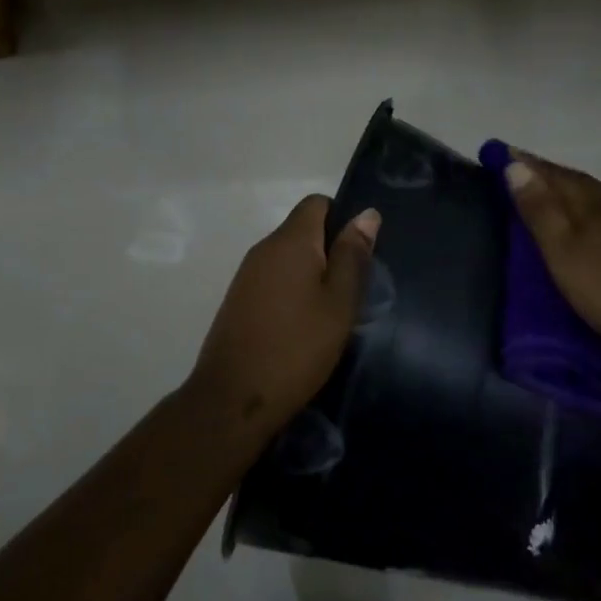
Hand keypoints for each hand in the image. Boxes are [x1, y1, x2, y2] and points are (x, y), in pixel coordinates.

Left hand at [189, 195, 380, 425]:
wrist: (234, 398)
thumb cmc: (298, 347)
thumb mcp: (339, 303)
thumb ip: (353, 256)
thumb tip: (367, 213)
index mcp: (290, 241)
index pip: (316, 203)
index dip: (343, 218)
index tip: (360, 253)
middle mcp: (263, 248)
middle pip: (302, 231)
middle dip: (330, 251)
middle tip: (354, 289)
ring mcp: (246, 275)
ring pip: (288, 258)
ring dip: (312, 274)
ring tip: (332, 312)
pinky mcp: (238, 300)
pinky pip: (273, 280)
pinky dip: (292, 292)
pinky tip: (304, 326)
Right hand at [501, 149, 600, 367]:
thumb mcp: (562, 251)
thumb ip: (540, 210)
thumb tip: (516, 167)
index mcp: (592, 201)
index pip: (553, 173)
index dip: (526, 163)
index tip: (503, 152)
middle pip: (578, 182)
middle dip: (549, 175)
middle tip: (523, 173)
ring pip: (600, 198)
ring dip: (574, 194)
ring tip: (554, 199)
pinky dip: (596, 215)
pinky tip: (596, 228)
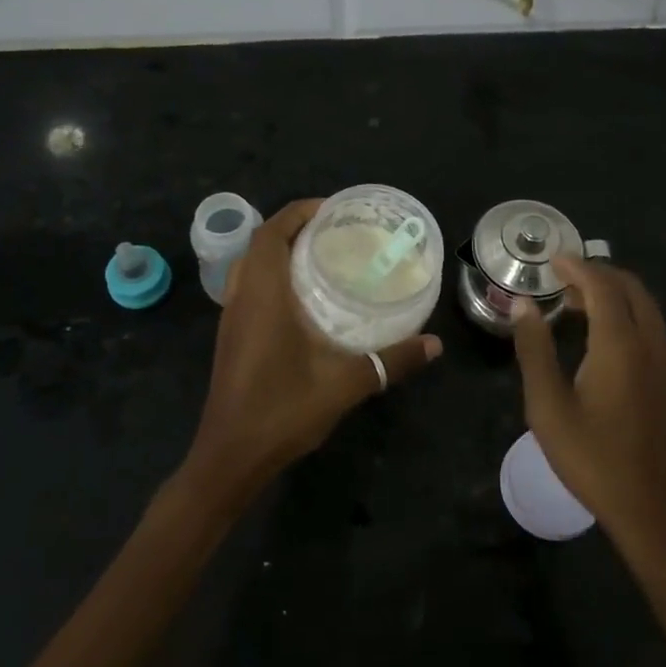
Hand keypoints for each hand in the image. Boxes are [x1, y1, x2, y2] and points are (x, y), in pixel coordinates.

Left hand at [184, 199, 441, 508]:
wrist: (230, 457)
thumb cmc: (282, 411)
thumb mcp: (345, 384)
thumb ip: (391, 361)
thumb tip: (435, 344)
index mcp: (263, 296)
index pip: (271, 234)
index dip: (298, 212)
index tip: (332, 209)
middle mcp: (242, 299)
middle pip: (259, 244)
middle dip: (292, 227)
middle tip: (333, 231)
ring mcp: (232, 320)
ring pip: (249, 267)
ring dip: (278, 252)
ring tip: (320, 256)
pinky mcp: (231, 338)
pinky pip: (248, 288)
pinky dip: (271, 276)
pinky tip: (302, 298)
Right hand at [511, 257, 665, 560]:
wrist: (652, 508)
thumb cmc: (592, 458)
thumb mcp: (548, 406)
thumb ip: (535, 350)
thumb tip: (523, 305)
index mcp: (621, 344)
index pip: (602, 286)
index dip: (576, 267)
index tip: (551, 259)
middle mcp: (651, 342)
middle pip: (630, 287)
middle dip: (597, 273)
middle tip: (562, 278)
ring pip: (644, 306)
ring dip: (613, 293)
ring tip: (576, 301)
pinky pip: (650, 326)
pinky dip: (626, 312)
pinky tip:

__Activity__
Taking the entries above, write out exactly the lines starting with the line containing "pinky pip: (273, 280)" and going on through the line containing "ring pip: (600, 198)", both included, and nothing else.

__Final answer__
pinky pip: (273, 280)
pinky dip: (292, 292)
pinky tip: (304, 326)
Right hand at [501, 149, 600, 367]:
thumb mcp: (562, 251)
thumb ip: (540, 210)
thumb tip: (516, 167)
index mcp: (592, 201)
index pip: (553, 173)
index dip: (526, 163)
index tip: (503, 152)
middle pip: (578, 182)
middle dip: (549, 175)
middle tip: (523, 173)
ring pip: (600, 198)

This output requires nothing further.